Küchenlatein ist ein Begriff, der ein schlechtes oder barbarisches Latein bezeichnet. Küchenlatein ist also ein spöttischer Latein Name. Die Übersetzung lateinisch für Küchenlatein lautet latinitas culinaria. Die Humanisten, geschult nach der klassischen Antike, bezeichneten als Küchenlatein das Latein der Mönche, das aus ihrer Sicht verderbt war. Diese Humanisten waren mit der Weiterentwicklung der lateinischen Sprache in der Spätantike nicht einverstanden, sie wollten sogar eine Rückkehr zum Latein Cicero oder zum Latein Caesar.
Aus heutiger Sicht kann man jedoch sagen, dass eine Weiterentwicklung völlig normal und natürlich ist. Das Latein hat sich seit dem siebten oder sechsten Jahrhundert vor Christus bis hin zum Latein in der heutigen Zeit ständig weiterentwickelt. Das Küchenlatein wurde auch gezielt eingesetzt, zum Beispiel bei Dichtungen mit einer bewussten komischen oder burlesken Stilrichtung. Eine solche Dichtung wird Makkaronische Dichtung genannt. Im Theater wurde auch bewusst oft das Küchenlatein mit dem modernen Latein gemischt. Dies ging bis ins 18. oder sogar 19. Jahrhundert. Des Weiteren fand das Küchenlatein Verwendung als eine imponierende Sprache mit ihren Fachwörtern, aber auch bei Zaubersprüchen oder um einer Rede etwas Besonderes, etwas Exotisches zu verleihen.

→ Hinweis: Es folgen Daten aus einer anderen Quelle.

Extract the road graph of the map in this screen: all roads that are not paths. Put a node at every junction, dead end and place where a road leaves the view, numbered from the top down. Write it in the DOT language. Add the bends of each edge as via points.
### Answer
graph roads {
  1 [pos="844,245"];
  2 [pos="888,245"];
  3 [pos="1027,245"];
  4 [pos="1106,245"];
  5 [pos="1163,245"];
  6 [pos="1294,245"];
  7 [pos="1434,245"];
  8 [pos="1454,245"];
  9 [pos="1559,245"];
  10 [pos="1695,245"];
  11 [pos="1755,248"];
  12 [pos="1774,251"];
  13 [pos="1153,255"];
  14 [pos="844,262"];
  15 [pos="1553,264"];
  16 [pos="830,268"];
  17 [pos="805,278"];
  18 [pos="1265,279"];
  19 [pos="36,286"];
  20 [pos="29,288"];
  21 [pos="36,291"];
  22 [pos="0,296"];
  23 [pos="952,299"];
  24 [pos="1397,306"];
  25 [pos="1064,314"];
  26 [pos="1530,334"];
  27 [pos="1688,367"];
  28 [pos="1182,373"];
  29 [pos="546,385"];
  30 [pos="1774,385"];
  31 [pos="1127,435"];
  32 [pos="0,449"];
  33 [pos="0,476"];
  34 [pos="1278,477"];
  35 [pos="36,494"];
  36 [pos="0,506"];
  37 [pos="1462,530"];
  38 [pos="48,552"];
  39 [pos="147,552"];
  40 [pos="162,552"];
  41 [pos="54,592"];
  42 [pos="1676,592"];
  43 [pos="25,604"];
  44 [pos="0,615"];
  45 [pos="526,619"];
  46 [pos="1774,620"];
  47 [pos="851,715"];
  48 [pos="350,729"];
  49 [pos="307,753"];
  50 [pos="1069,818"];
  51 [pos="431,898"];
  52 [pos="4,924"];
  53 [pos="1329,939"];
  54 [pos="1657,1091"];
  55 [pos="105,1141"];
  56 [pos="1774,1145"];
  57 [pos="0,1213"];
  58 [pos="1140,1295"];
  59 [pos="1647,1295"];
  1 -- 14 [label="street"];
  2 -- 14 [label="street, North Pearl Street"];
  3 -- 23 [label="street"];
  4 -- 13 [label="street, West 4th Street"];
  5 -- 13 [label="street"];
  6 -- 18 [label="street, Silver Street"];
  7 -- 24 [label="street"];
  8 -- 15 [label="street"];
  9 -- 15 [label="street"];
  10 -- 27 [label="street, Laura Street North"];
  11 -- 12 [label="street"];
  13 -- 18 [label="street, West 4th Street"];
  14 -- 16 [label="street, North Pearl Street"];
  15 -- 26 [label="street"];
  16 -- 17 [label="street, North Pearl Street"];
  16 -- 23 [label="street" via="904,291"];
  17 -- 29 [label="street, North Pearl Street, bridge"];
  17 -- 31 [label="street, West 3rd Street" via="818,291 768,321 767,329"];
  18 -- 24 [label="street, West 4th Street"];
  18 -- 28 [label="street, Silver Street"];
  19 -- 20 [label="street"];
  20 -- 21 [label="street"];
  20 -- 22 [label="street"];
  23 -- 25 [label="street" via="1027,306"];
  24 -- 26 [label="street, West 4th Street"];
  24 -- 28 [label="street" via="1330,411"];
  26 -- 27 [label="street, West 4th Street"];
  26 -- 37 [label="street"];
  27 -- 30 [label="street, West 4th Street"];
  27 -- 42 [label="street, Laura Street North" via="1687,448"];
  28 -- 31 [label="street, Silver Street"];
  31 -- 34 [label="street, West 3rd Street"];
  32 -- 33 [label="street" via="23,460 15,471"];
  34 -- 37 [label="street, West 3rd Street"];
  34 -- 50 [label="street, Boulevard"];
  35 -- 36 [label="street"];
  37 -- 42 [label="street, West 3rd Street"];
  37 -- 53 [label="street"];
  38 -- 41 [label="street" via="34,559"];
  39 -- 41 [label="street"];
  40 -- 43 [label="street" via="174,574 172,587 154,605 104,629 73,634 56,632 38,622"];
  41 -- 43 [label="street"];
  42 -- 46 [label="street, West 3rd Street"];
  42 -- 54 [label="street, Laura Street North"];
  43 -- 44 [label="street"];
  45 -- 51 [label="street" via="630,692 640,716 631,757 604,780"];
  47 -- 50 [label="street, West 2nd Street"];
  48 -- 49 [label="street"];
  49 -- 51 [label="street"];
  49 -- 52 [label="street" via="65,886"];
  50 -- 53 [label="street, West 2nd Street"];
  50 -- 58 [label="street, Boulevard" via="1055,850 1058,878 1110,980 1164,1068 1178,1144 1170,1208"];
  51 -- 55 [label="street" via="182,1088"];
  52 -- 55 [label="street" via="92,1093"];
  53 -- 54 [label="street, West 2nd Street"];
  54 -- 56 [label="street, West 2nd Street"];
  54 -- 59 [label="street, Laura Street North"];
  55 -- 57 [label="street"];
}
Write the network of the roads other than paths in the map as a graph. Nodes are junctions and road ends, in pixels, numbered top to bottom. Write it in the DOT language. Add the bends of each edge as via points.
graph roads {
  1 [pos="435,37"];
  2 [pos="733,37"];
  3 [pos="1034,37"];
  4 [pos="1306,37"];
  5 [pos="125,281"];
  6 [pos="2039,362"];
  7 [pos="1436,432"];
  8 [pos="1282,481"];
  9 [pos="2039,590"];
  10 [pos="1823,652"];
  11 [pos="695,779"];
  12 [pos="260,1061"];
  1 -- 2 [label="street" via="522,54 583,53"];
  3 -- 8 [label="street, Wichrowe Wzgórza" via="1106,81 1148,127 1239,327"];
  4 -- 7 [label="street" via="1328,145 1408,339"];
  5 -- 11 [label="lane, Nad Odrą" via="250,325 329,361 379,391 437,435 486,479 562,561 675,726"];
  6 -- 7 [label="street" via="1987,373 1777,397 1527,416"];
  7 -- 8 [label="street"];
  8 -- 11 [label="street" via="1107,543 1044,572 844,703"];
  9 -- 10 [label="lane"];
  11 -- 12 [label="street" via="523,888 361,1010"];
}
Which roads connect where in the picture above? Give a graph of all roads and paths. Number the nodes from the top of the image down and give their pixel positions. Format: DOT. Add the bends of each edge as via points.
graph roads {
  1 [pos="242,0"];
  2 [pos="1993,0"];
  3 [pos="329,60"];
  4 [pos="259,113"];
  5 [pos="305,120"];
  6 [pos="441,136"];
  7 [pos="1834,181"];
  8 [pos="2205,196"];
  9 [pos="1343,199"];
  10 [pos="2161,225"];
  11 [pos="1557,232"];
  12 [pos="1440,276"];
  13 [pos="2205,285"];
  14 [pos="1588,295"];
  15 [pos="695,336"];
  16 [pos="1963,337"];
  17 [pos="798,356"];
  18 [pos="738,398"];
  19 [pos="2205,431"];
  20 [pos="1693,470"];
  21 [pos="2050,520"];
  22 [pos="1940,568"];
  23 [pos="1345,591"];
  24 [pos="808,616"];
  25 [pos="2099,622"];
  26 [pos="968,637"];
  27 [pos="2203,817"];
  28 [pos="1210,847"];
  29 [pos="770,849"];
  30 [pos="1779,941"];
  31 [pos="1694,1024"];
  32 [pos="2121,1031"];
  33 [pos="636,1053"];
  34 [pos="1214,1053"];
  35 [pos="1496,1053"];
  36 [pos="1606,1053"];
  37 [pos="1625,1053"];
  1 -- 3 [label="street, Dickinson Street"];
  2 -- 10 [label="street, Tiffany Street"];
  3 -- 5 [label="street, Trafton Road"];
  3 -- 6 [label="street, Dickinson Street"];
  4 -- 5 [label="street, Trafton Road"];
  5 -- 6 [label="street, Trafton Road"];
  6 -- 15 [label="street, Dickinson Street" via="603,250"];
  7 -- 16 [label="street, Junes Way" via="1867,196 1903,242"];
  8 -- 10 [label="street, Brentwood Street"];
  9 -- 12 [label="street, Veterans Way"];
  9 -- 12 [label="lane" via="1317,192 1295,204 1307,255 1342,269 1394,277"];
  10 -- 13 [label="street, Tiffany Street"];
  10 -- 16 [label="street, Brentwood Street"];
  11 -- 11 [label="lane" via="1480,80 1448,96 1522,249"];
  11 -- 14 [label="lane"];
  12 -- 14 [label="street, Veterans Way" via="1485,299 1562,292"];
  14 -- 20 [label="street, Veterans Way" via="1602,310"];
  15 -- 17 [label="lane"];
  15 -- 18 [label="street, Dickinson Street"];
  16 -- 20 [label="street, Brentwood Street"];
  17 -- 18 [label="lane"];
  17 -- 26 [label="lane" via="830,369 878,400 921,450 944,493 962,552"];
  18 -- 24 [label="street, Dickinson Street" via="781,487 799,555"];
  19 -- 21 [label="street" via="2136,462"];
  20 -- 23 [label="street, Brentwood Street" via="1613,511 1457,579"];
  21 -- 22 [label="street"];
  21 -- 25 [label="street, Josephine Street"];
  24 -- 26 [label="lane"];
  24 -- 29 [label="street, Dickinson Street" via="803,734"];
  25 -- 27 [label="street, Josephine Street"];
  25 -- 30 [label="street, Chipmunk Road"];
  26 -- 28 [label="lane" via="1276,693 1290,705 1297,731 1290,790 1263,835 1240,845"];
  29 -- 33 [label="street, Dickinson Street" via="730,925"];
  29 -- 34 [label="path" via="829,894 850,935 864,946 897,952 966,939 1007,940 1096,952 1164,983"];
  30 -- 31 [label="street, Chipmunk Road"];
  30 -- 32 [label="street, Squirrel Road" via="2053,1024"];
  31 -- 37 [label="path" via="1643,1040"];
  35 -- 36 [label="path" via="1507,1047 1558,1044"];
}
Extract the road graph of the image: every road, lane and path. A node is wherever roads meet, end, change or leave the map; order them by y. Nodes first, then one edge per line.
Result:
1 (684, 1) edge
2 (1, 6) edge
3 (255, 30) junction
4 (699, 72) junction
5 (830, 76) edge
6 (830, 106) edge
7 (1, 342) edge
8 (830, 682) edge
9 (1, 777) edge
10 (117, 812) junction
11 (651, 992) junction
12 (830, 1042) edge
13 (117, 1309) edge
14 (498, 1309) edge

Heute wird mit Küchenlatein auch eine absichtlich falsche Verwendung von lateinischen Wörtern bezeichnet. Bei einer solchen Verwendung ergibt ein Satz dann nur einen Sinn, wenn beim Deutsch Latein Übersetzen jedes Wort einzeln übersetzt wird. Auch eine Verwendung von Latein, die im weiteren Sinn als Küchenlatein zu definieren ist, ist das Setzen von Zeichenfolgen, die wie Latein aussehen. Allerdings ergeben diese Wörter nur beim Vorlesen in einer modernen Sprache einen Sinn.